Efforts Ongoing To Place Saugatuck's Radar Tower On National Register Of Historic Places
The iconic Mt. Baldhead radar tower—a remnant of the United States government’s response to real and perceived threats during the Cold War period—is on its way to being listed on the National Register of Historic Places, the official list of the nation’s historic places meriting preservation.
“Saugatuck and Douglas are so rich with history, but it’s not just lumberjacks and the Big Pavilion; there are so many other significant stories in this community and the radar tower atop Mount Baldhead is just one of them,” Nathaniel Nietering, executive director of the Saugatuck-Douglas History Center, told The Local Observer on Tuesday about the history center efforts.
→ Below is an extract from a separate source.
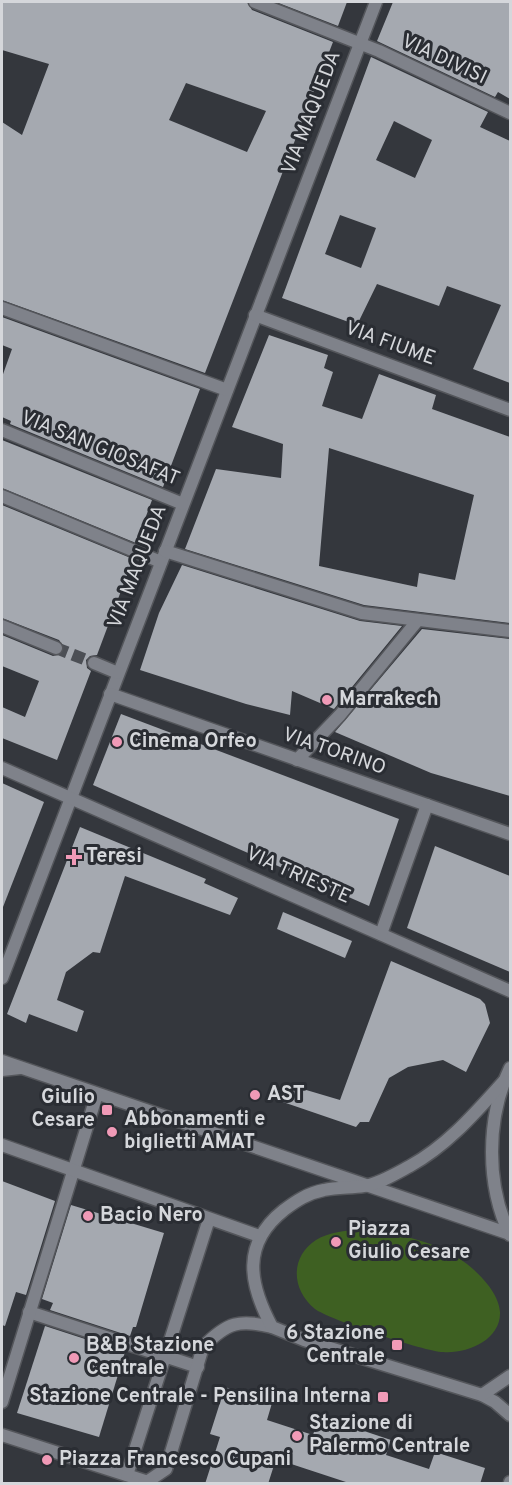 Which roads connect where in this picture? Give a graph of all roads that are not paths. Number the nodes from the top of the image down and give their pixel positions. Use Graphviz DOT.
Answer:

The Saugatuck City Council gave the history center its unanimous backing during Monday’s meeting, as the city owns the property.
Also, the history center has on hand a preliminary letter of eligibility from the Michigan Historic Preservation Office (SHPO) and is now ready to move forward with the full nomination process.
That entails continuing to conduct research on the part of the history center, much of it already completed and part of the documentation that needs to be submitted to the National Register.
Properties listed in the National Register include districts, sites, buildings, structures and objects significant in American history, architecture, archeology, engineering and culture.
“People plan their vacations around heritage and cultural sites of interest and they look at the National Register for what is listed,” said Nietering about some of the economic and tourist advantages from the endeavor.
“This (tower) is one of a few that exist in the entire country. We think that is significant,” he added.
“The site is significant for its role in the nationwide, Cold War-era Semi-Automatic Ground Environmental (SAGE) air defense system.
SAGE was constructed between the mid-1950s and the late 1960s at the height of the Cold War,” Todd A. Walsh, Interim National Register Coordinator of Michigan’s SHPO, told the history center in the Jan. 22 eligibility letter.
“The SAGE system was a large network of radars, computers, and operation centers that would detect, track and intercept hostile bomber formations.”
Walsh went on to say that one of the radar system’s weaknesses was its gap coverage due to low and high lands as well as natural curvature of the earth.
To address this issue of possibly having enemy aircraft avoid detection and penetrate the protected zone, “gap-filler” radar stations were installed.
Saugatuck’s radar station served as one of 131 such “gap-filler” stations, one of 10 in Michigan and one of four that still exist today.
The Mt. Baldhead radar station was activated in 1958 and deactivated 10 years later in 1968.